A share deal is defined as a transaction involving acquisition of shares in a capital company-which in Poland means a limited-liability company (sp. z o.o.) or a joint-stock company (S.A.). As a result of the transaction, the buyer becomes the owner of the shares, but does not obtain any direct rights to the assets or enterprise of the target, which remains the property of the target.
This type of transaction is of particular interest to financial investors, who invest funds in various sectors of the economy and hold a diversified investment portfolio. Investors also choose a share deal when the target conducts regulated activity and an asset deal would entail the need to obtain new concessions, licences or permits. However, the greatest significance for investors is their lack of liability for the debts of the target, because while the investor obtains control over the operations of the target, it is not individually liable for the operations. The investor is generally at risk only up to the amount it pays for the shares.
When deciding to conduct a share deal, it is important to be aware that the warranty arising out of public reliance on the land and mortgage register does not apply with respect to real estate held by the target. Thus, in such transactions due diligence with respect to real estate should be more detailed than in the case of an asset deal.
Transferability of shares
The rule of transferability of shares is an important feature of capital companies. The articles of association of a limited-liability company or the statute of a joint-stock company (in the case of registered shares) may, however, limit transactions in the company’s shares, e.g. by requiring the shareholder to obtain consent to the transfer from one of the company’s authorities.
Transfer of the shares in a limited-liability company must be made in writing with notarised signatures. In a joint-stock company, the form of transfer of shares depends on whether they are registered shares or bearer shares. Transfer of registered shares must be made in writing, by making a declaration on the share certificate or in a separate document, and requires transfer of possession of the share certificate. Transfer of bearer shares does not require any specific form; the shares are transferred by transferring possession of the share certificates. Shares of joint-stock companies that are listed on the stock exchange (public companies) are dematerialised (i.e. do not take the form of a paper document) and are transferred by making the relevant entries in the securities accounts.
Administrative notification and consent
The permissibility of a share deal may depend on fulfilment of certain notification requirements or obtaining certain administrative consents, if one or both parties have certain relevant features or conduct a specific type of business.
For example, a party or parties may be required to:
- provide notice of a concentration of undertakings to the Polish competition authority (the President of the Office of Competition and Consumer Protection), if the entities participating in the transaction have achieved a certain level of turnover on the Polish or worldwide market
- obtain a permit from the Minister of Interior for a foreign company to acquire or take up shares in a company with its registered office in Poland which is the owner or perpetual usufructuary of real estate in Poland.
It should be mentioned here that some specific laws (such as the Gambling Act) impose additional restrictions on acquisition of shares in companies conducting certain regulated activity.
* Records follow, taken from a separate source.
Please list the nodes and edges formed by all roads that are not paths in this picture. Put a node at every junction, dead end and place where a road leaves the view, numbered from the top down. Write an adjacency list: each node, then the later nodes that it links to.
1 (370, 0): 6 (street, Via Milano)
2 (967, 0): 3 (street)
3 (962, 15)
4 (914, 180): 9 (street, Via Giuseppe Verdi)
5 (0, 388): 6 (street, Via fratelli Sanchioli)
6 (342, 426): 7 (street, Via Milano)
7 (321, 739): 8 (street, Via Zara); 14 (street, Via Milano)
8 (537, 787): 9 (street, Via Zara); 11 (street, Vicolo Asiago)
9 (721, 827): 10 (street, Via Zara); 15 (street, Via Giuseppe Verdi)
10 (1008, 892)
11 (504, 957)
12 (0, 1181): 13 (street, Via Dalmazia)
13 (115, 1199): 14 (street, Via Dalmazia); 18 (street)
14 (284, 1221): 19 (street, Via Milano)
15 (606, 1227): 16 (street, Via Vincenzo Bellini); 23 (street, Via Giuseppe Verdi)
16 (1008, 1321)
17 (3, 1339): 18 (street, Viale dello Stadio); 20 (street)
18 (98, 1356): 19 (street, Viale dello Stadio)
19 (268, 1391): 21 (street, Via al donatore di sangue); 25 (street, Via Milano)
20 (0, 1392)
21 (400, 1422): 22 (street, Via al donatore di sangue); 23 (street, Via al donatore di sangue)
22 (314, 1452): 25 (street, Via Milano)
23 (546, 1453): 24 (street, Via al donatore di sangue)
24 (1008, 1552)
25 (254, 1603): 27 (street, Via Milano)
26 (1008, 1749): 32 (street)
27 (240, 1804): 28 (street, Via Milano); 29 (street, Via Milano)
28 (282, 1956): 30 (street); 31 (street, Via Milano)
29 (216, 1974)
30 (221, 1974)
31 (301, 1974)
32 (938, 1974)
Seller’s warranty against defects in the shares
The seller may bear liability to the buyer arising under the law or the provisions of the transaction documents. In the latter case, this will for the most part mean liability under a contractual warranty or quasi-warranty, although in line with the principle of freedom of contract the parties have great latitude in establishing contractual liability principles to suit their needs and the conditions of the given transaction.
The sale of shares is also covered by the statutory warranty on sales under the Civil Code. The statutory warranty provisions are an important instrument to protect the buyer in a share deal, supplementing the buyer’s general claims for breach of contract.
A legal defect in shares may occur more specifically when the shares sold are encumbered by a right of pre-emption, or if the shares were created through a capital increase that was not entered in the National Court Register before the date of the sale. It should be pointed out in this respect that in a share deal, unless otherwise agreed, the seller’s statutory warranty liability is directly connected solely with defects in the shares, which are the immediate subject of the transaction, and does not immediately extend to any defects in the enterprise conducted by the target company. However, because the shares and their value are closely connected with the assets of the company, it cannot be entirely excluded that any defects in the company’s assets could have an effect on the legal status and value of the shares.
Corporate notification requirements
Following a share deal and acquisition of the shares, the company shall be notified on:
- change of the shareholder;
- in relation to a limited liability company, each of the involved parties may notify the company on the transfer of shares, which is a condition for the company to regard the buyer as the holder of the shares (under Commercial Companies Code Art. 187
- in relation with a joint-stock only a person who is registered in the share register or has possession of a bearer share, without prejudice to the provisions on trading in financial instruments, is deemed a shareholder; a proper entry to the share register is made on the buyer’s request (under Commercial Companies Code Art. 341 and 343), and
- creation of control by the investor over the target company.
In the latter respect, the new parent company is required under Commercial Companies Code Art. 6 to notify the subsidiary within two weeks after obtaining control. Otherwise, the parent will not be authorised to exercise voting rights to shares representing more than 33% of the share capital of the subsidiary.